Und noch eine Geschichte hat mich sehr bewegt. Mahmoud war Ende 50 als er in meine Sprechstunde kam. Er hatte mit seiner Familie aus Syrien fliehen und sein Zuhause und seinen Job zurücklassen müssen. Als er im Libanon ankam, verschlechterte sich sein Gesundheitszustand rapide. Er litt unter einer schweren Depression. Da der Zusammenhalt in seiner Familie sehr stark war, standen ihm alle bei, aber sie fühlten sich auch etwas hilflos. Dann forderte die Flucht einen weiteren Tribut und die schlechte psychische Verfassung von Mahmoud hatte auch Auswirkungen auf seinen Körper: bei ihm wurde Lungenkrebs diagnostiziert. Obwohl er schon vom Krebs gezeichnet war, suchte er dann ohne fremde Hilfe mein Büro auf. Er erklärte mir, dass er Hilfe brauche; sein Auftreten hat mich vom ersten Moment an sehr berührt. Mahmoud hatte schreckliches Heimweh und er erzählte mir von seinem geliebten Syrien, der Notlage seines Volkes und seinem Leben dort. Was er nicht wusste, war, dass er durch die Schilderungen auch seinen eigenen Schmerz etwas abschwächen konnte. Wir vereinbarten einen Termin für unser nächstes Treffen, aber eine Woche später erfuhr ich von seinem Sohn, dass er den Kampf gegen den Krebs verloren hatte. Mahmouds Sohn erzählte mir, dass er sehr glücklich darüber war, dass sein Vater nach der Sitzung mit mir wieder gelächelt und neue Hoffnung geschöpft hatte. Ich aber hatte seinem Vater nur zugehört und versucht, sein Leiden etwas zu lindern. Ich wollte ihm dabei helfen, mit den neuen Lebensumständen zurechtzukommen. Noch immer halte ich den Kontakt zu seiner Familie und spreche in ihrer Gemeinde über psychische Gesundheit. Das ist unsere Art Mahmouds Andenken lebendig zu halten.“
Die Menschen in den libanesischen Flüchtlingscamps sind auf eine psychologische und medizinische Versorgung angewiesen. Seit 2012 hat Ärzte der Welt tausenden Patientinnen und Patienten helfen können. Bitte unterstützen Sie unsere Arbeit mit Ihrer Spende.
Hintergrund:
1,5 Millionen Syrer haben seit Beginn des Krieges im Libanon Schutz gesucht. Die hohe Zahl der Flüchtlinge ist eine enorme Belastung für das libanesische Gesundheitssystem. Die öffentliche Basisgesundheitsversorgung ist nur eingeschränkt funktionsfähig, daneben gibt es eine äußerst teure private Versorgung. Viele Flüchtlinge haben gar keinen oder nur sehr eingeschränkten Zugang zu medizinischen Leistungen.
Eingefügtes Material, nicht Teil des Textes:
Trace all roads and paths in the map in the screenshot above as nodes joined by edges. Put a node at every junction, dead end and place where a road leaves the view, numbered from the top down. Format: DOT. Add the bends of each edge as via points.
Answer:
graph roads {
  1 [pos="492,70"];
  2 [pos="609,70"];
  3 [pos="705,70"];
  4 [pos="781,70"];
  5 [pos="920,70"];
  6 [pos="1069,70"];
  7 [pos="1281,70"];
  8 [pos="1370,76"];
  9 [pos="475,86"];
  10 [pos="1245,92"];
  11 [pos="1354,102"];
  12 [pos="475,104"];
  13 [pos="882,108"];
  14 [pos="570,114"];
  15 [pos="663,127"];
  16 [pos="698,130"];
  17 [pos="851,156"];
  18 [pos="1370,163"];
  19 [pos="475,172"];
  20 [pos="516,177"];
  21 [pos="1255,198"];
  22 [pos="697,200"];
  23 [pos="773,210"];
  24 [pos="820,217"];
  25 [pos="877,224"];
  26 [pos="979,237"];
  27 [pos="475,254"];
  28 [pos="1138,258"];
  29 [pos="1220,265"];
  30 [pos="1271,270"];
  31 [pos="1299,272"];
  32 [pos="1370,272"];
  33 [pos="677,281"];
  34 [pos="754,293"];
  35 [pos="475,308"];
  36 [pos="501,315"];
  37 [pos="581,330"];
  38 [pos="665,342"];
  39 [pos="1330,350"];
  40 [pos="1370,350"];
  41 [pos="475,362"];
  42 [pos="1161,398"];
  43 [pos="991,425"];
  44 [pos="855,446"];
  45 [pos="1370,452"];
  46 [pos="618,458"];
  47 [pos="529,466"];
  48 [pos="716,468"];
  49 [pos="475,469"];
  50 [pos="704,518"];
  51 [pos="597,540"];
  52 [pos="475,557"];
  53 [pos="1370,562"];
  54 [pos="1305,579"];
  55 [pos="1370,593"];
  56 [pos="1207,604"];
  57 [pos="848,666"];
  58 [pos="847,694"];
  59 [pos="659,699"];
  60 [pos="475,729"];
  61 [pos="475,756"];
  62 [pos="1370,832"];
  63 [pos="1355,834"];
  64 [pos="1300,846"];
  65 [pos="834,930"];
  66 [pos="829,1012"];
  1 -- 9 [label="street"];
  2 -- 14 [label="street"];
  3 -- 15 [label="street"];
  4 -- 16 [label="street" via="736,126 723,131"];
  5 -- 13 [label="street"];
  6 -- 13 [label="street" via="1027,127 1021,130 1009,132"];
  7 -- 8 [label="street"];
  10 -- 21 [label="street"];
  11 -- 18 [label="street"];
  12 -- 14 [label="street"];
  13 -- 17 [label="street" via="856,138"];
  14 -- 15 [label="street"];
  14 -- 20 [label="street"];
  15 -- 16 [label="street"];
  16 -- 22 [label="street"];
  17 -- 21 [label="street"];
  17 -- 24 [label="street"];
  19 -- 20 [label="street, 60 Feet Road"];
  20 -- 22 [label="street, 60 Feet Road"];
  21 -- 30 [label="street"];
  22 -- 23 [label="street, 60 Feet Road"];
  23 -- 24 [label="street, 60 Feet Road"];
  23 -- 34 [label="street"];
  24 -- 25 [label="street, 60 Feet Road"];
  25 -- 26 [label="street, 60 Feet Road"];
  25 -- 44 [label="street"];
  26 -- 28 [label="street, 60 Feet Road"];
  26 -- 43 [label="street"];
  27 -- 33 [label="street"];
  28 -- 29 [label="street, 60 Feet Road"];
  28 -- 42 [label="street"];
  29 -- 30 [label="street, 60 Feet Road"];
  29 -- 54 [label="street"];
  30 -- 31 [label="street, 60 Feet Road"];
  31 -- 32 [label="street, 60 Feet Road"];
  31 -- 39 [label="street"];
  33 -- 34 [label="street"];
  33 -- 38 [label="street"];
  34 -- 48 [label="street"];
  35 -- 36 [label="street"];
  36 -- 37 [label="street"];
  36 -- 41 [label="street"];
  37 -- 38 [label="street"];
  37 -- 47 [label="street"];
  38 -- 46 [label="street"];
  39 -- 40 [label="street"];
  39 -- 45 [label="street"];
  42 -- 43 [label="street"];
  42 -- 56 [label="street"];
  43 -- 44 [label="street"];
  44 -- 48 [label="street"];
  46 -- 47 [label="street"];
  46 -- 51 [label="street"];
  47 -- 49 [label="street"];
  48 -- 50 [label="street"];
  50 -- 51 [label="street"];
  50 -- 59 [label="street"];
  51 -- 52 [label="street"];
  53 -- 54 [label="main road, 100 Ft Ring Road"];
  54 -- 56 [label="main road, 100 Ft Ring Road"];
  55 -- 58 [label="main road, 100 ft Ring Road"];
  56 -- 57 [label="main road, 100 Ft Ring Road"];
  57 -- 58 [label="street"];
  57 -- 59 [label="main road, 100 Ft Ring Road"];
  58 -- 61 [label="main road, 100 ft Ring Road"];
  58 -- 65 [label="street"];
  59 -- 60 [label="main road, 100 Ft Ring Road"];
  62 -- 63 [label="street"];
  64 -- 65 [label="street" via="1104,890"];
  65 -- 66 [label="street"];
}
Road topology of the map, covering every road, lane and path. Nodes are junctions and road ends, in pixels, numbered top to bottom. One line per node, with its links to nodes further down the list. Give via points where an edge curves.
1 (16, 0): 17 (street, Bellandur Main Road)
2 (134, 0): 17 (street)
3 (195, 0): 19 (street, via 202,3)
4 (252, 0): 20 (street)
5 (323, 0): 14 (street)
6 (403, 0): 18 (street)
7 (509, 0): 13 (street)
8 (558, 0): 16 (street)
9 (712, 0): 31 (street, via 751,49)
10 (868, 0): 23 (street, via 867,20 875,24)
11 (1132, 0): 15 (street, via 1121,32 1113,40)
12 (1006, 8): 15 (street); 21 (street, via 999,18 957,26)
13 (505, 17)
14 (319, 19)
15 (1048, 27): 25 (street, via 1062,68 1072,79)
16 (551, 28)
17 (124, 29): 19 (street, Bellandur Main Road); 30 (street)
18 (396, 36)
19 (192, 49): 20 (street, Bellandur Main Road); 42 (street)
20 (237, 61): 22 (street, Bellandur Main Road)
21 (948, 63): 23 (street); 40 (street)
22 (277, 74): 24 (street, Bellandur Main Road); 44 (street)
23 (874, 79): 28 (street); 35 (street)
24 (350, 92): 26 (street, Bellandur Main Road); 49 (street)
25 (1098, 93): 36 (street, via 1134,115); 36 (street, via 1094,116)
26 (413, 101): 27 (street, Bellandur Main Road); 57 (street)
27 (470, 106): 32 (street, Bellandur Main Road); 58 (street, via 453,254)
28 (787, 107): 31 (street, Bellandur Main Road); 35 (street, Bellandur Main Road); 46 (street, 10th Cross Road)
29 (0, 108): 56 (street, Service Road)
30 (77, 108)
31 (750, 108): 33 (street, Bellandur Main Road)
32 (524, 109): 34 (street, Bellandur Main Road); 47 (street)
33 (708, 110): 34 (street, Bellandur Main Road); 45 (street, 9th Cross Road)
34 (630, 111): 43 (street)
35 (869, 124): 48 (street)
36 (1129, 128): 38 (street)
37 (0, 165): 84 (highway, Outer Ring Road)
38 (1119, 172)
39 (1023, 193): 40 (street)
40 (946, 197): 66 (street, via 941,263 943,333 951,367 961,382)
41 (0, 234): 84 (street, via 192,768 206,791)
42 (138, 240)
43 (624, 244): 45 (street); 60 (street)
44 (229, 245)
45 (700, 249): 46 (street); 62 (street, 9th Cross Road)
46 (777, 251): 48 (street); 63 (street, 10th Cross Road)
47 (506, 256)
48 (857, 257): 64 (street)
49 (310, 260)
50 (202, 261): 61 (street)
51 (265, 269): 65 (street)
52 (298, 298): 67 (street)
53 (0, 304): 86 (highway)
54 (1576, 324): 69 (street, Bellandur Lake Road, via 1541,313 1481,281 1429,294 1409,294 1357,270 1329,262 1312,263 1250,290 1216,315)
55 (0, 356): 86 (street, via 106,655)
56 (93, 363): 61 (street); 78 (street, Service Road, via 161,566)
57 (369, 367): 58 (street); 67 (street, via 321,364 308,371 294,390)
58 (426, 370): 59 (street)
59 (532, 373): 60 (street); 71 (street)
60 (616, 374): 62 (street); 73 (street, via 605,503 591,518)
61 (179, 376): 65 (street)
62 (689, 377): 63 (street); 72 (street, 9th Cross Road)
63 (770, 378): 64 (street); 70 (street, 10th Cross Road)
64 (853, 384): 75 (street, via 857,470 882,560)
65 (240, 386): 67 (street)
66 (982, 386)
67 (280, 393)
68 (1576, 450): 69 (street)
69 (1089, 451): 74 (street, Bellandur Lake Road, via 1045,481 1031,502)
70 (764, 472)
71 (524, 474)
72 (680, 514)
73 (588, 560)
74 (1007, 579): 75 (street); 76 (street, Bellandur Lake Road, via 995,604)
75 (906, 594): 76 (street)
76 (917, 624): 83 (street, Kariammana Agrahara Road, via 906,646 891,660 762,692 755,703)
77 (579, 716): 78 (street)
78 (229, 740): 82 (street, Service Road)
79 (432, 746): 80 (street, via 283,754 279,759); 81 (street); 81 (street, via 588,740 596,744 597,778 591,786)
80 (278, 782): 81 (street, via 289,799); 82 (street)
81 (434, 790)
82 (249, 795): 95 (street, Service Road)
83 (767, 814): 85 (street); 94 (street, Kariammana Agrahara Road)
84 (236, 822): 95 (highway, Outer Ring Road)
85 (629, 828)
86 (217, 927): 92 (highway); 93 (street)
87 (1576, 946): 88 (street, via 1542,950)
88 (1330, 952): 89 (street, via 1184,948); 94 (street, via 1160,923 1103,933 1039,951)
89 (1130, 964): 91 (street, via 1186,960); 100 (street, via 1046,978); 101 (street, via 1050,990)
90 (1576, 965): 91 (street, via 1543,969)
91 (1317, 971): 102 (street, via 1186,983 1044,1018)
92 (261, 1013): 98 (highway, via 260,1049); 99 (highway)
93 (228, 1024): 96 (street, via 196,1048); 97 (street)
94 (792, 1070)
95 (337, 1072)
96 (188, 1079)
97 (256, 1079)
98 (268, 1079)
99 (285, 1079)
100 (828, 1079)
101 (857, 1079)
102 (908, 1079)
Ein weiterer Faktor: Ungefähr 70 Prozent der syrischen Flüchtlinge im Libanon haben keinen gültigen Wohnsitz. Ohne diesen laufen sie Gefahr, an Kontrollpunkten verhaftet zu werden. Ein Gesundheitszentrum aufzusuchen ist für sie also mitunter ein großes Risiko.
Seit 2012 unterstützt Ärzte der Welt im Libanon fünf Basisgesundheitszentren und vier Zentren für mentale Gesundheit und psychosoziale Unterstützung für die Menschen in den Flüchtlingscamps.
Allein im Januar 2018 haben wir 9.600 medizinische Konsultationen durchgeführt, unter den Patient(inn)en waren 2.942 Kinder unter fünf Jahren. Auch psychologische und psychosoziale Hilfe ist für die Männer, Frauen und Kinder nach den oftmals traumatisierenden Erfahrungen der Flucht und in den Camps wichtig. Die Psychologen und Psychologinnen des Teams konnten im Januar 2018 in 748 Sitzungen psychologische Hilfe leisten.